Excerpts from a dataset:
┌──

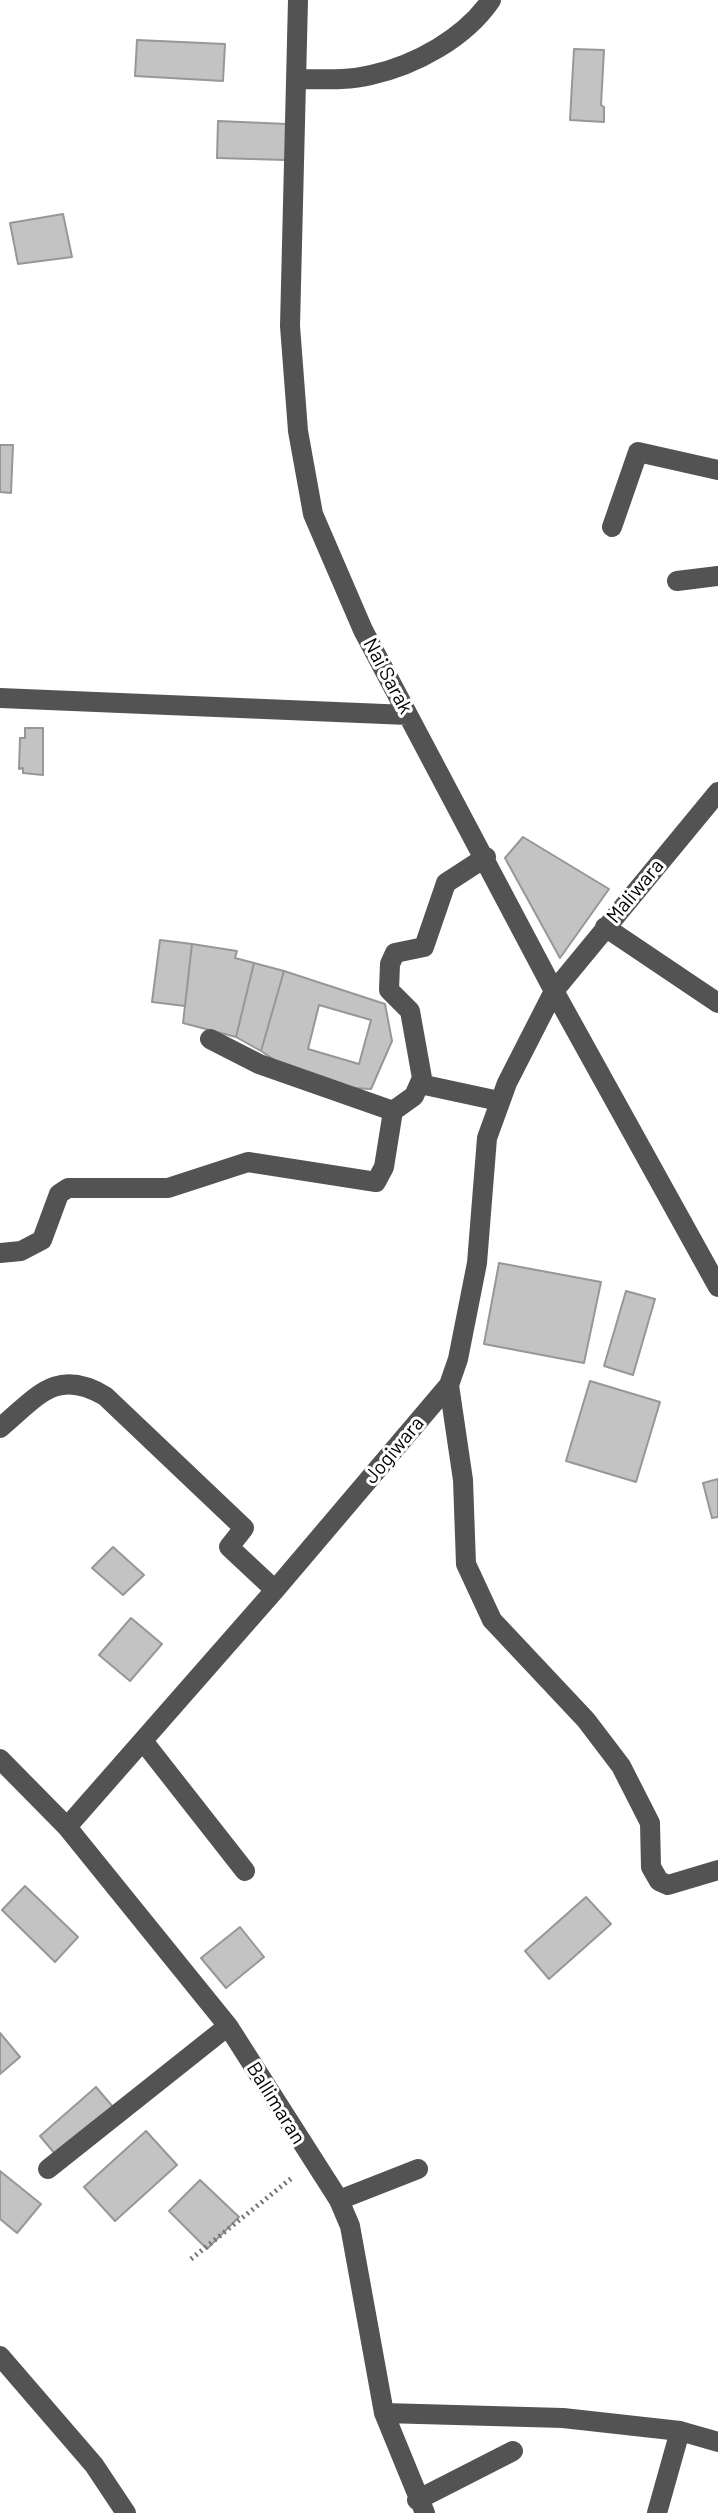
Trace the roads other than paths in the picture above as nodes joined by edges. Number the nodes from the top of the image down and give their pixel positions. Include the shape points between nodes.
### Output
1 (298, 0) edge
2 (491, 0) edge
3 (296, 79) junction
4 (718, 470) edge
5 (612, 527) dead end
6 (718, 576) edge
7 (677, 581) dead end
8 (0, 698) edge
9 (408, 715) junction
10 (718, 792) edge
11 (486, 857) junction
12 (605, 927) junction
13 (554, 991) junction
14 (718, 1003) edge
15 (210, 1039) dead end
16 (420, 1084) junction
17 (499, 1101) junction
18 (393, 1111) junction
19 (0, 1253) edge
20 (718, 1287) edge
21 (449, 1385) junction
22 (0, 1428) edge
23 (275, 1590) junction
24 (143, 1741) junction
25 (0, 1759) edge
26 (67, 1827) junction
27 (718, 1870) edge
28 (245, 1871) dead end
29 (228, 2026) junction
30 (48, 2169) dead end
31 (418, 2169) dead end
32 (339, 2200) junction
33 (0, 2356) edge
34 (384, 2413) junction
35 (680, 2431) junction
36 (718, 2442) edge
37 (513, 2451) dead end
38 (421, 2506) edge
39 (126, 2513) edge
40 (657, 2513) edge

1 - 3 street, Nai Sarak
2 - 3 street via 461,35 407,62 373,75
3 - 9 street, Nai Sarak via 290,326 298,431 313,514 336,573
4 - 5 street via 638,452
6 - 7 street
8 - 9 street
9 - 11 street, Nai Sarak
10 - 12 street, Maliwara
11 - 13 street, Nai Sarak
11 - 16 street via 446,883 424,947 392,958 389,990 410,1011
12 - 13 street, Maliwara
12 - 14 street
13 - 17 street, Jogiwara
13 - 20 street, Nai Sarak
15 - 18 street via 259,1064
16 - 17 street
16 - 18 street via 414,1096
17 - 21 street, Jogiwara via 483,1165 477,1263
18 - 19 street via 384,1167 376,1182 248,1162 168,1188 68,1188 59,1194 42,1240 21,1251
21 - 23 street, Jogiwara
21 - 27 street via 463,1480 466,1564 482,1602 492,1620 586,1720 621,1766 650,1823 655,1877 668,1885
22 - 23 street via 49,1387 75,1382 89,1386 244,1528 229,1547
23 - 24 street, Jogiwara
24 - 26 street, Jogiwara
24 - 28 street
25 - 26 street, Ballimaran
26 - 29 street, Ballimaran
29 - 30 street
29 - 32 street, Ballimaran
31 - 32 street
32 - 34 street, Ballimaran via 350,2226
33 - 39 street via 94,2465
34 - 35 street via 563,2418
34 - 38 street, Ballimaran
35 - 36 street
35 - 40 street
37 - 38 street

└──

[TASK DESCRIPTION] Leave out the pictures, then give all the records again exactly.

[RESULT OF THE TASK]
Trace the roads other than paths in the picture above as nodes joined by edges. Number the nodes from the top of the image down and give their pixel positions. Include the shape points between nodes.
### Output
1 (298, 0) edge
2 (491, 0) edge
3 (296, 79) junction
4 (718, 470) edge
5 (612, 527) dead end
6 (718, 576) edge
7 (677, 581) dead end
8 (0, 698) edge
9 (408, 715) junction
10 (718, 792) edge
11 (486, 857) junction
12 (605, 927) junction
13 (554, 991) junction
14 (718, 1003) edge
15 (210, 1039) dead end
16 (420, 1084) junction
17 (499, 1101) junction
18 (393, 1111) junction
19 (0, 1253) edge
20 (718, 1287) edge
21 (449, 1385) junction
22 (0, 1428) edge
23 (275, 1590) junction
24 (143, 1741) junction
25 (0, 1759) edge
26 (67, 1827) junction
27 (718, 1870) edge
28 (245, 1871) dead end
29 (228, 2026) junction
30 (48, 2169) dead end
31 (418, 2169) dead end
32 (339, 2200) junction
33 (0, 2356) edge
34 (384, 2413) junction
35 (680, 2431) junction
36 (718, 2442) edge
37 (513, 2451) dead end
38 (421, 2506) edge
39 (126, 2513) edge
40 (657, 2513) edge

1 - 3 street, Nai Sarak
2 - 3 street via 461,35 407,62 373,75
3 - 9 street, Nai Sarak via 290,326 298,431 313,514 336,573
4 - 5 street via 638,452
6 - 7 street
8 - 9 street
9 - 11 street, Nai Sarak
10 - 12 street, Maliwara
11 - 13 street, Nai Sarak
11 - 16 street via 446,883 424,947 392,958 389,990 410,1011
12 - 13 street, Maliwara
12 - 14 street
13 - 17 street, Jogiwara
13 - 20 street, Nai Sarak
15 - 18 street via 259,1064
16 - 17 street
16 - 18 street via 414,1096
17 - 21 street, Jogiwara via 483,1165 477,1263
18 - 19 street via 384,1167 376,1182 248,1162 168,1188 68,1188 59,1194 42,1240 21,1251
21 - 23 street, Jogiwara
21 - 27 street via 463,1480 466,1564 482,1602 492,1620 586,1720 621,1766 650,1823 655,1877 668,1885
22 - 23 street via 49,1387 75,1382 89,1386 244,1528 229,1547
23 - 24 street, Jogiwara
24 - 26 street, Jogiwara
24 - 28 street
25 - 26 street, Ballimaran
26 - 29 street, Ballimaran
29 - 30 street
29 - 32 street, Ballimaran
31 - 32 street
32 - 34 street, Ballimaran via 350,2226
33 - 39 street via 94,2465
34 - 35 street via 563,2418
34 - 38 street, Ballimaran
35 - 36 street
35 - 40 street
37 - 38 street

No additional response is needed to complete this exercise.